—Cuéntame algo—comenzó Hualan—. Mi cuarto hermano nació en este momento. Me acuerdo de aquel año, aún jugaba al aire libre cuando alguien me informó: "Tu mayor ha nacido un varón." No había pensado mucho en ello, pero la nodriza a mi lado comenzó a quejarse: "¡No es momento para distraerse! ¡Deberías actuar con decoro!"
Minglan sonrió y dijo: —Escuché del mayordomo que en su infancia era un niño muy travieso. Su padre y madre la mimaron, por lo que no le permitían castigarla, lo cual afeaba a las nodrizas... Por eso siempre decían esas palabras cuando nacía un nuevo bebé, esperando que algún día se diera cuenta de sus responsabilidades.
La señora Liang también rio: —¡Qué ingenuo! Ahora la mayor se ha convertido en una señora prudente y elegante. ¡Es digna de admiración!
Hualan rió: —No es tan fácil ser elegante. Mi nodriza me crió desde que era pequeña, pero ahora vive con sus nietos. Hasta que esta niña, tan tranquila... ¡Cómo puede compararse a la segunda hermana! ¡Han pasado solo unos años!
Justo cuando se lamentaba, una sirvienta llamada Cereza llegó, diciendo: —La señora me pidió que venga con noticias sobre encontrar un marido para Fangshen.
Minglan exclamó: —¡Tan rápido! ¡Eres increíble!
Cereza no parecía avergonzarse. —No hay duda de ello, si no fuera así, ¿cómo podrían mantenerme aquí?
Minglan escuchó y comprendió que el nombre era Guo. El hombre era rico en una pequeña ciudad, con un buen trabajo. Su esposa tenía cinco años más que él, ya pasaba los cincuenta, y su primer hijo había nacido hacía poco.
La esposa vieja se veía mal, quería contratar a alguien joven para cuidar de ella, Fangshen era una opción ideal, siendo la hija de un político caído, se podía manejar con más facilidad que las sirvientas normales y era una buena opción para darle un hogar.
—¿Cuánto boda le piensan regalar?—preguntó Fangshen.
Minglan no supo qué responder.
—A esta distancia, no es conveniente traer muchos objetos, se puede llevar plata.
Minglan pensó por un momento, incapaz de soportar la idea de que su vida se transformara en una historia de prímodas y santas. Antes del matrimonio, se negaría a ver a Fangshen, sólo le daría veinte taels como dote. Podría llevarse las joyas que recibió de Gan Jia.
En la puerta, la sirvienta Li Zhi sacó una linda jarra de oficial de los Cielos con un pato y un pequeño ollín de mano con bordado en morado y oro, ambos hermosos regalos para Fangshen.
—No pensé que fuera una dama débil—dijo Cereza.
Minglan suspiró. Ser una dama venía con altos precios.

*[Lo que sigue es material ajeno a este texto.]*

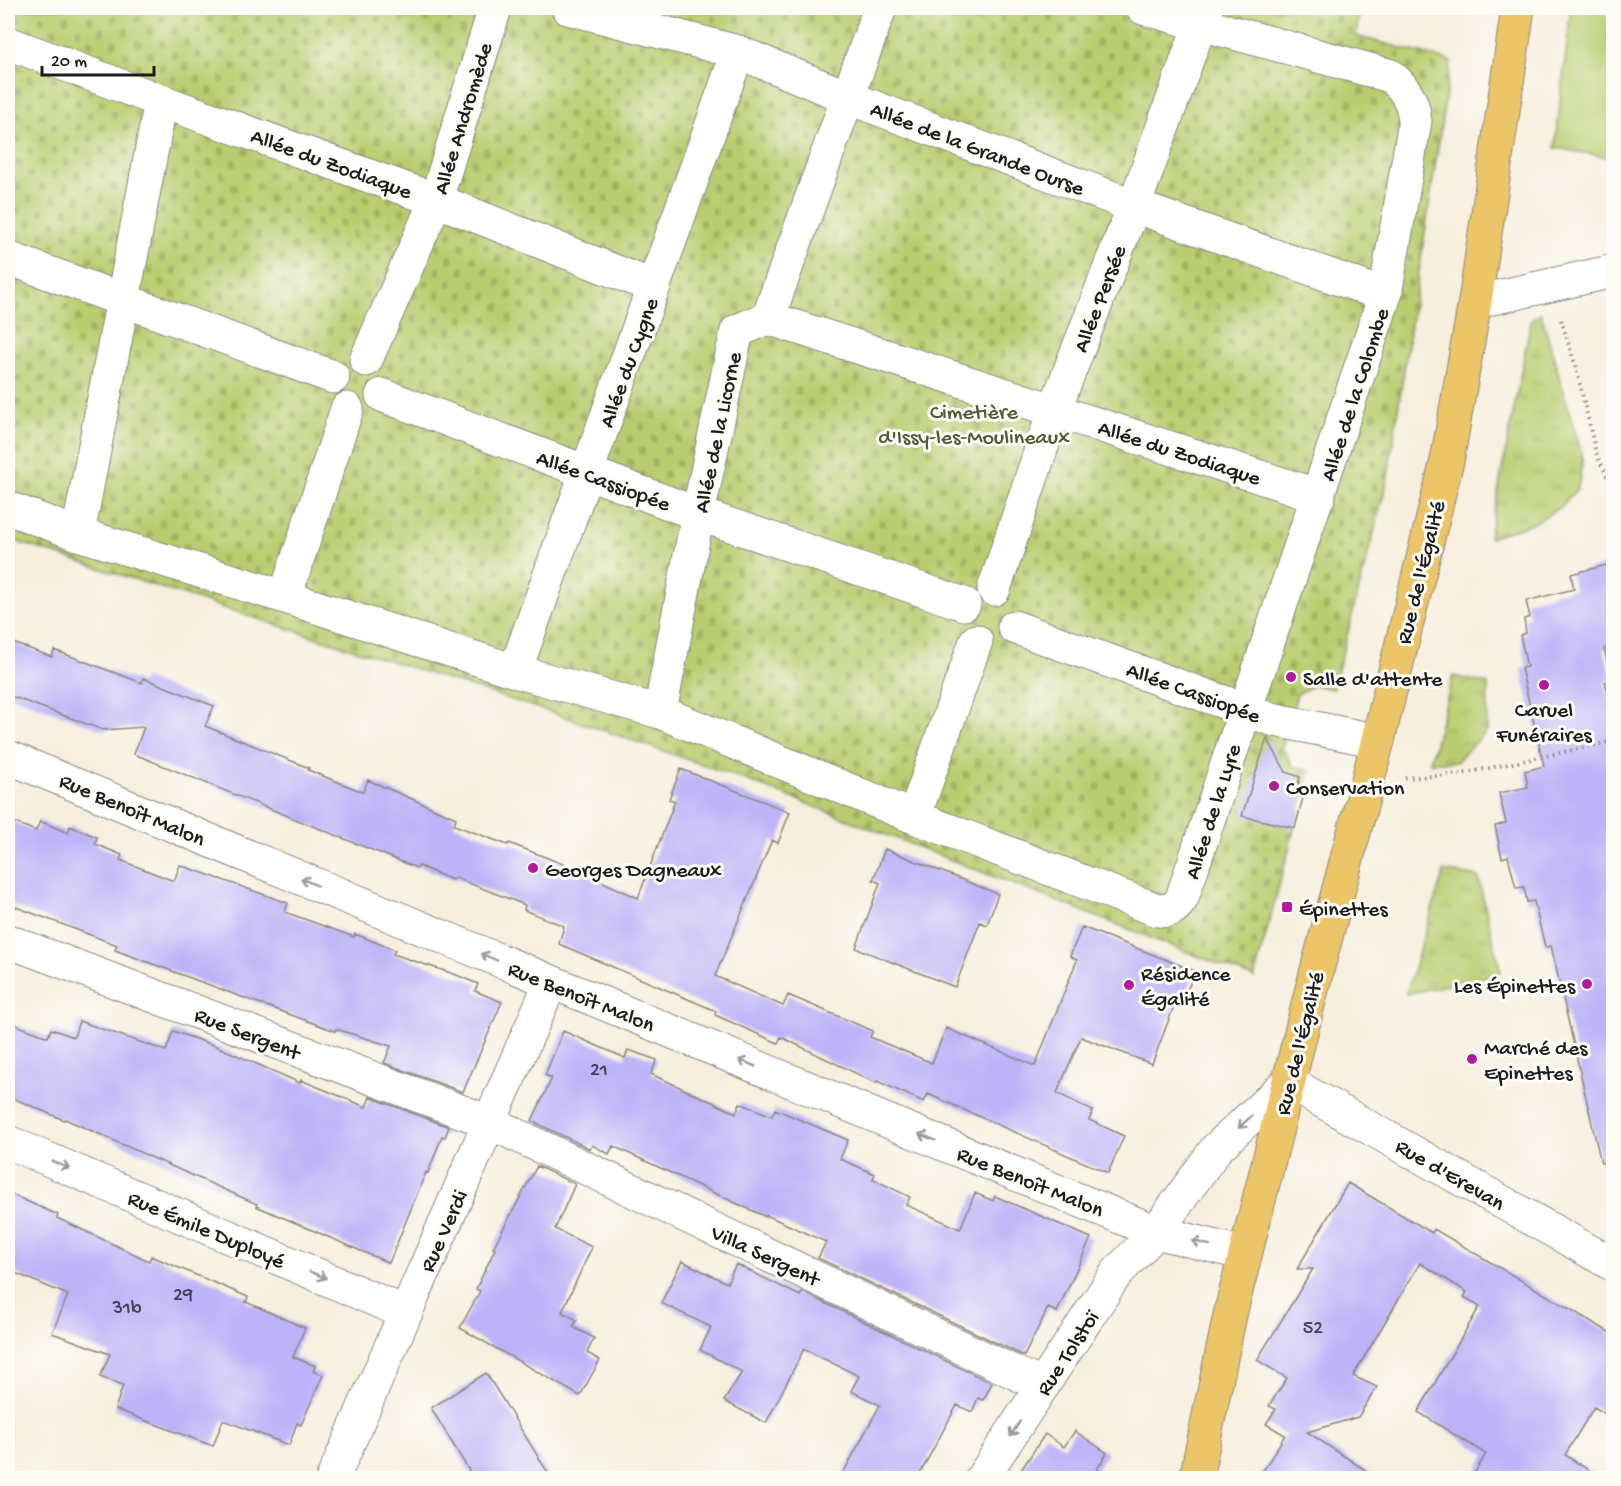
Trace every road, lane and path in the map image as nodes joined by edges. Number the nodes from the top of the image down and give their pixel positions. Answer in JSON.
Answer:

Su querida cuñada Tingcan se había sumido en el silencio desde su boda, la Princesa la mantenía encerrada y vigilada. La segunda hermana de Shen era quien sabía algo y le contaba a veces historias sobre ella.
—La pequeña señora es muy alegre—dijo una vez Piaoshen—. La Princesa envió un mayordomo para enseñar las reglas después del matrimonio, y luego, cada seis meses, enviaba más nodrizas.
La princesa era inteligente; mientras la madre se apresuraba a contratar sirvientas para el hijo, ella llenaba la casa de nodrizas.
Esta era la astucia de los príncipes; en el Palacio de la Princesa, se podía ser feliz, pero si no lo eran, el luto y las reglas podrían extenderse indefinidamente.
En tiempos difíciles, las damas sin título eran más útiles que sirvientas.